Ten Years vs The Spread II: Calculating publication lag times in R

[This article was first published on Rstats – quantixed, and kindly contributed to R-bloggers]. (You can report issue about the content on this page here)
Want to share your content on R-bloggers? click here if you have a blog, or here if you don't.

This post is an update of a previous analysis on quantixed. We have covered publication lag times – the time it takes for a paper go from submitted (received) to accepted and published – a lot on here. It is possible to look at lag times, in R using data from PubMed.

Previously my code performed these calculations using an XML file downloaded from the PubMed website. However, NCBI rejigged PubMed a few months ago and it is no longer possible to save records directly in XML format. Fortunately, the rentrez package from ropensci allows us to do this directly in R.

The code is at the foot of the post with some notes about rentrez.

Publication lag times at Cell

There was some discussion on Twitter about whether publication lag times had increased over time and whether preprinting had affected the delays to work appearing in print. The lag times at Cell were being discussed and I thought I would run the analysis.

The median lag time for a paper to go from received to accepted at Cell is pretty stable, following a temporary dip 2015-2017. What was interesting to me is the almost bimodal distribution of lag times in 2020 and 2021. There is a population of short lag time papers appearing while the other population has got longer. I suspect this is the COVID-19 effect: Tthe quick papers are the ones related to SARS-CoV-2 and the others have taken longer because of disruption to labwork caused by the pandemic. A quick look at a few short lag time papers confirms this.

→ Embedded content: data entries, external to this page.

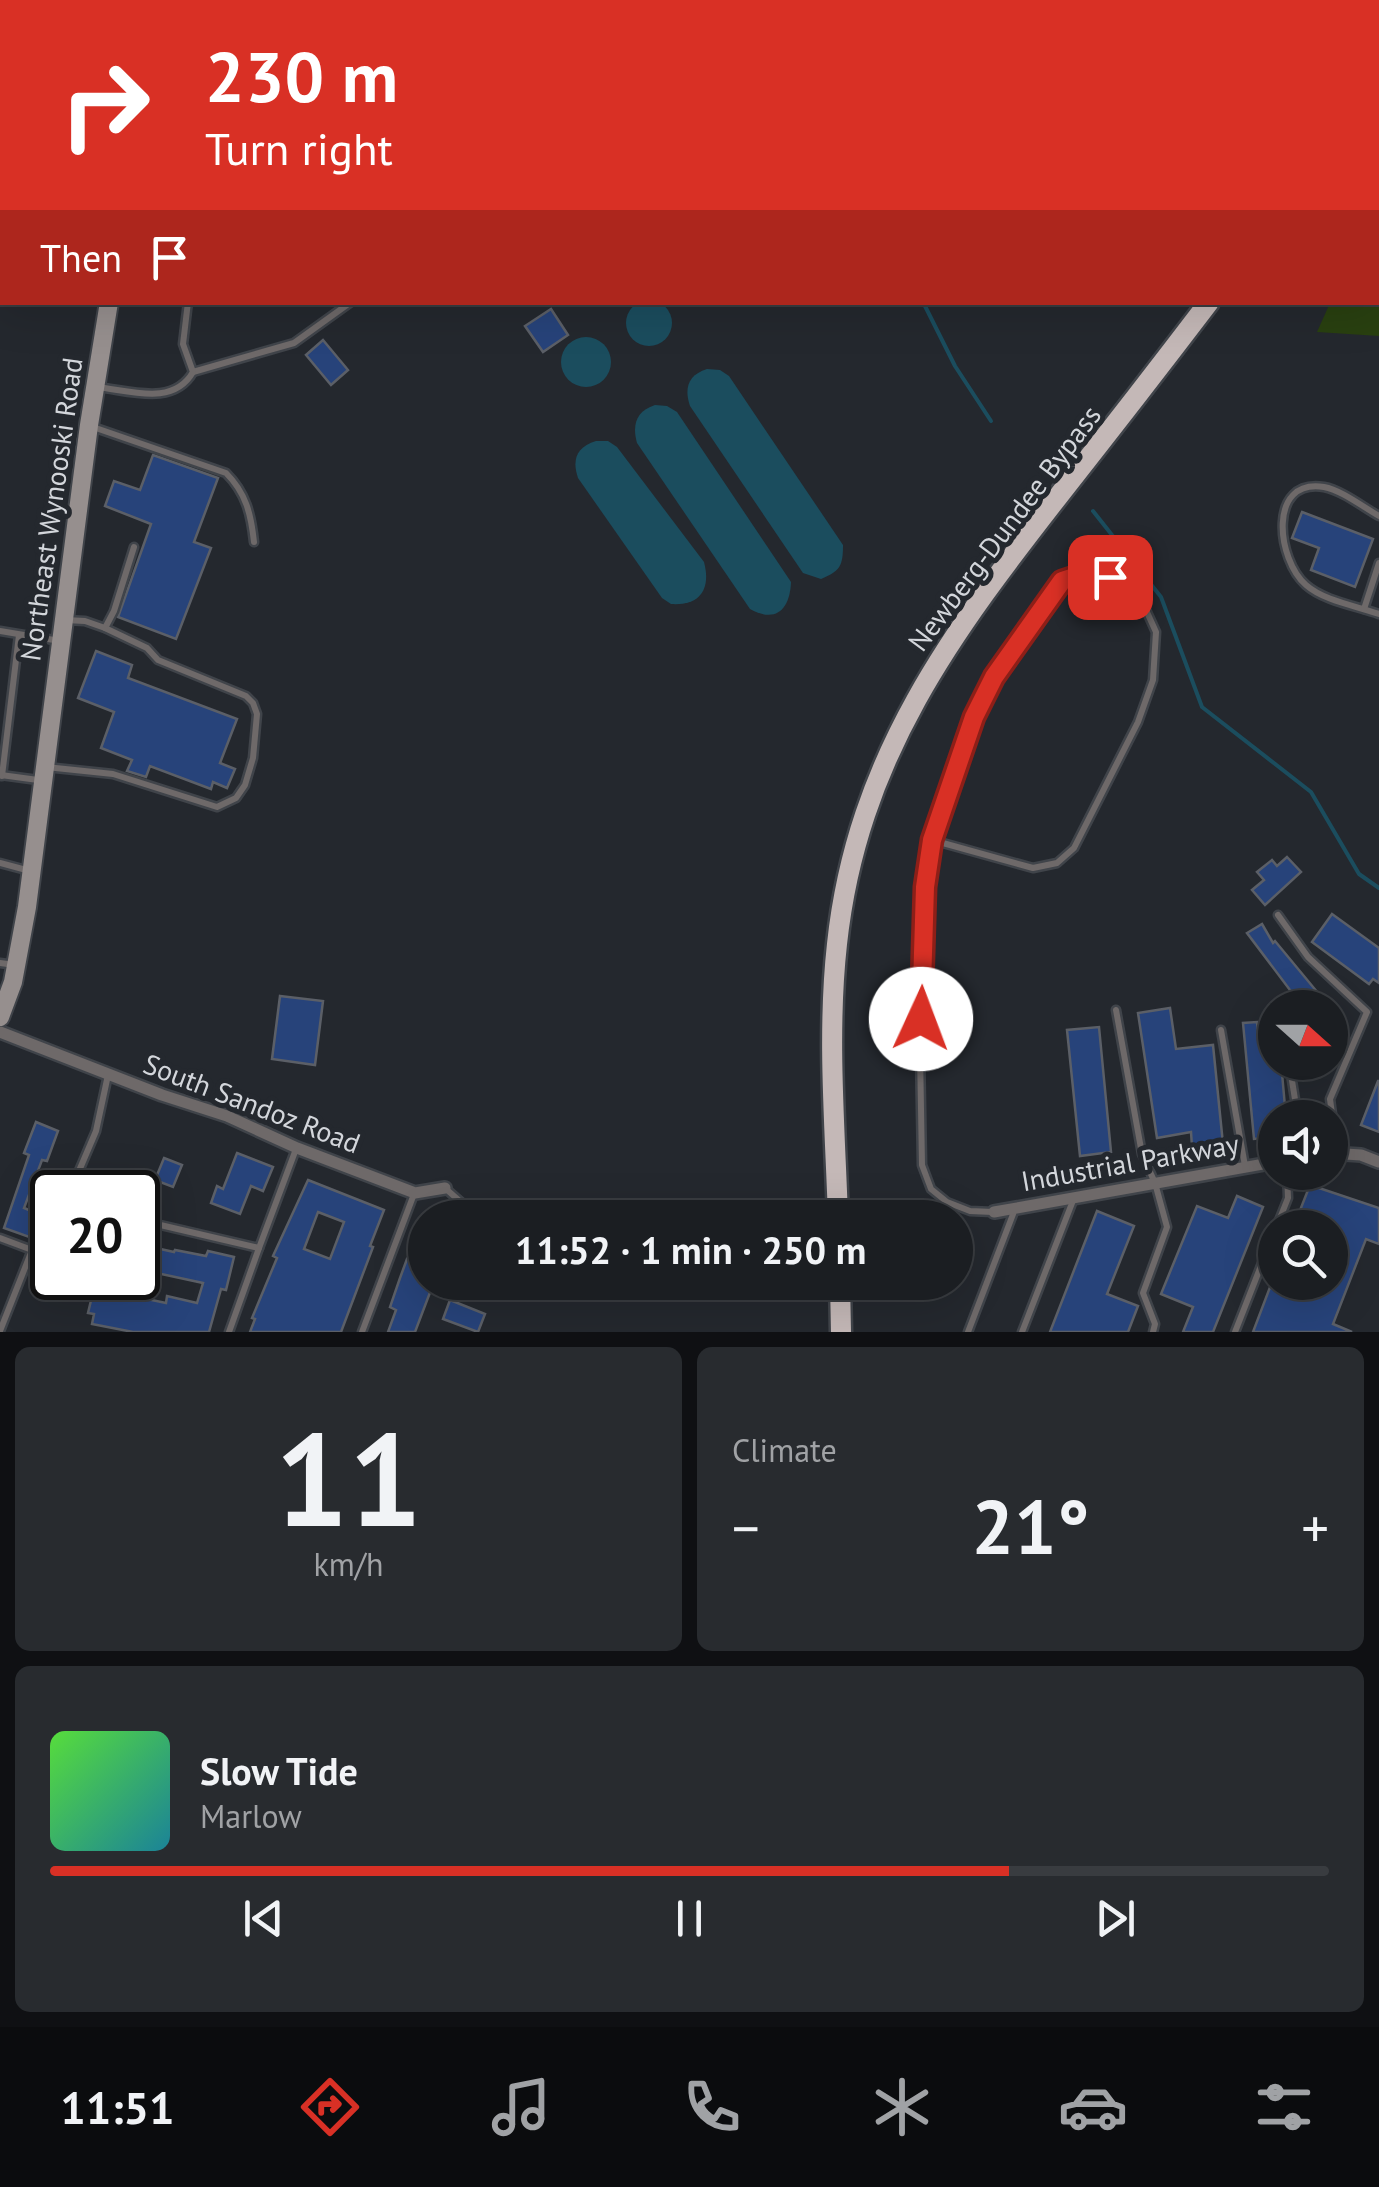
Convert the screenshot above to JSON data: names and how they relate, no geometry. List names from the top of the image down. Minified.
{"streets":{"highway":["Newberg-Dundee Bypass"],"main road":["Northeast Wynooski Road"],"street":["South Sandoz Road","Industrial Parkway"]},"north":"right","page":{"turn":["230 m","Turn right"],"then":"Then","limit":"20","trip":"11:52 · 1 min · 250 m","tile":[["11","km/h"],"Climate"],"heat":["−","21°","+"],"song":["Slow Tide","Marlow"],"tabs":"11:51"}}
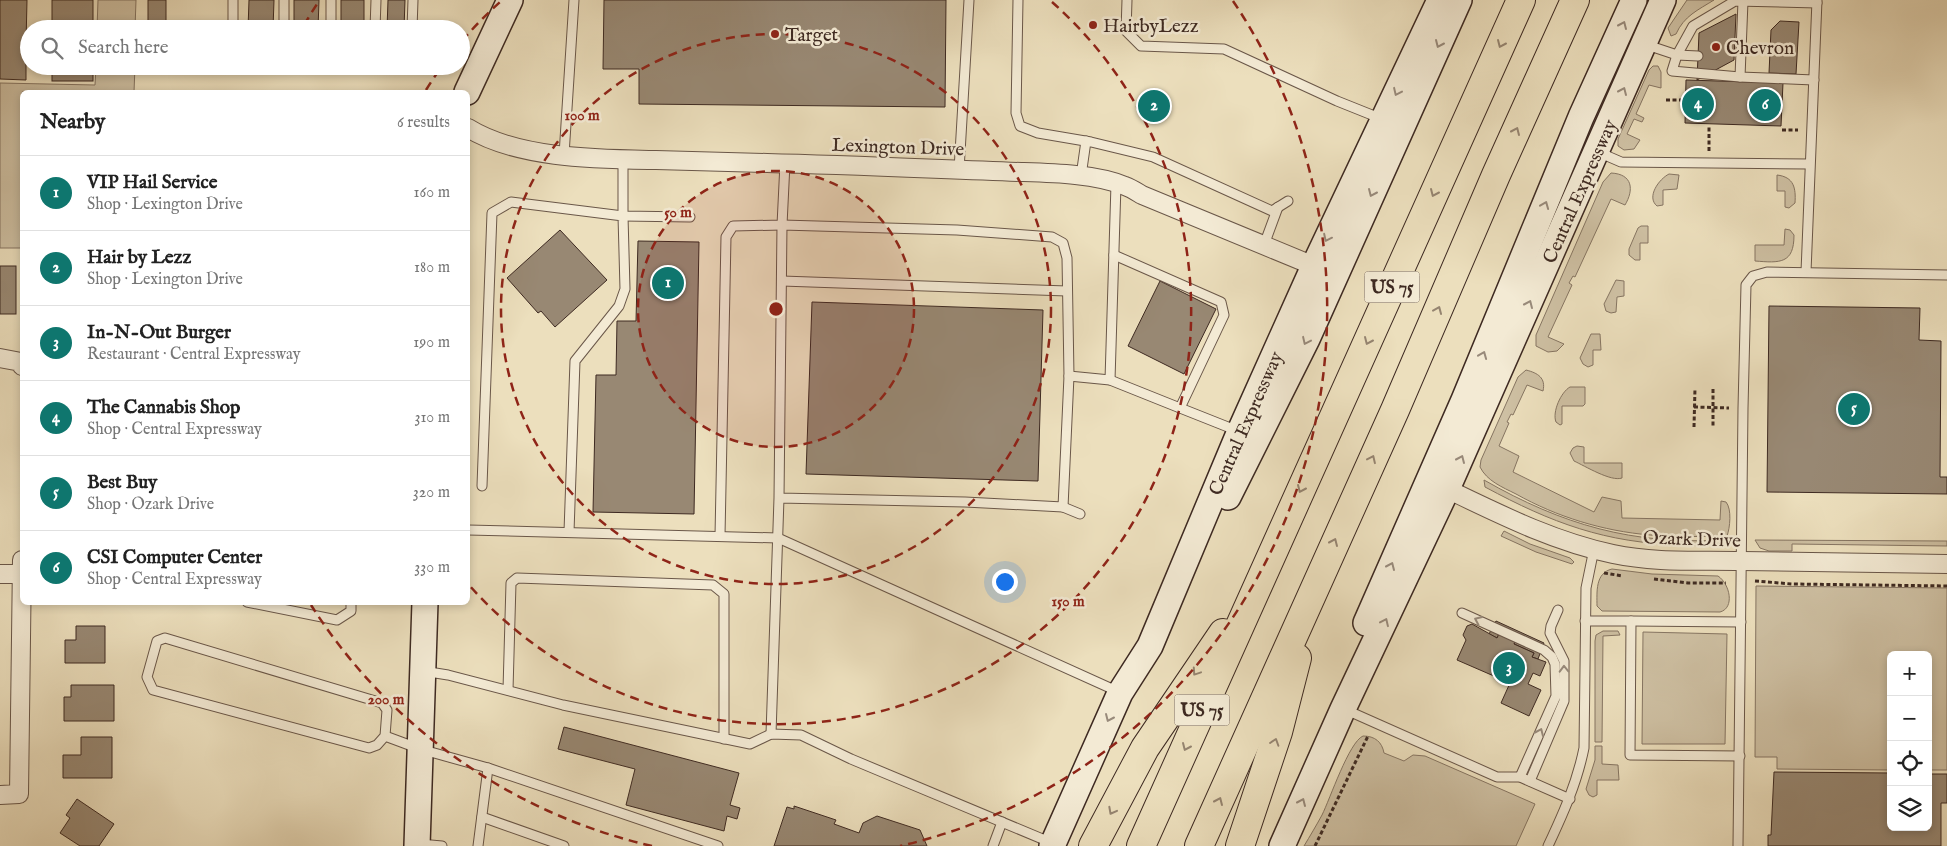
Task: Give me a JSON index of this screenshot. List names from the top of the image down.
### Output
{
  "streets": {
    "highway": ["US 75"],
    "main road": ["Central Expressway"],
    "street": ["Lexington Drive", "Ozark Drive"]
  },
  "crossings": [
    ["Lexington Drive", "Central Expressway"],
    ["Central Expressway", "Ozark Drive"]
  ],
  "places": ["HairbyLezz", "Target", "Chevron"],
  "page": {
    "search": "Search here",
    "pins": [
      "4",
      "6",
      "2",
      "1",
      "5",
      "3"
    ],
    "heading": ["Nearby", "6 results"],
    "list": [
      {
        "mark": "1",
        "name": "VIP Hail Service",
        "note": "Shop · Lexington Drive",
        "value": "160 m"
      },
      {
        "mark": "2",
        "name": "Hair by Lezz",
        "note": "Shop · Lexington Drive",
        "value": "180 m"
      },
      {
        "mark": "3",
        "name": "In-N-Out Burger",
        "note": "Restaurant · Central Expressway",
        "value": "190 m"
      },
      {
        "mark": "4",
        "name": "The Cannabis Shop",
        "note": "Shop · Central Expressway",
        "value": "310 m"
      },
      {
        "mark": "5",
        "name": "Best Buy",
        "note": "Shop · Ozark Drive",
        "value": "320 m"
      },
      {
        "mark": "6",
        "name": "CSI Computer Center",
        "note": "Shop · Central Expressway",
        "value": "330 m"
      }
    ],
    "map_buttons": ["+", "−"]
  },
  "rings": [
    "100 m",
    "50 m",
    "150 m",
    "200 m"
  ]
}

Publication lag times at Cell

The code

The key part of code is here:

# search pubmed using a search term (use_history allows retrieval of all records)
pp <- entrez_search(db="pubmed", term="cell[ta] AND 2010 : 2021[pdat] AND (journal article[pt] NOT review[pt])", use_history = TRUE)
pp_rec <- entrez_fetch(db="pubmed", web_history=pp$web_history, rettype="xml", parsed=TRUE)
# save records as XML file
saveXML(pp_rec, file = "Data/records.xml")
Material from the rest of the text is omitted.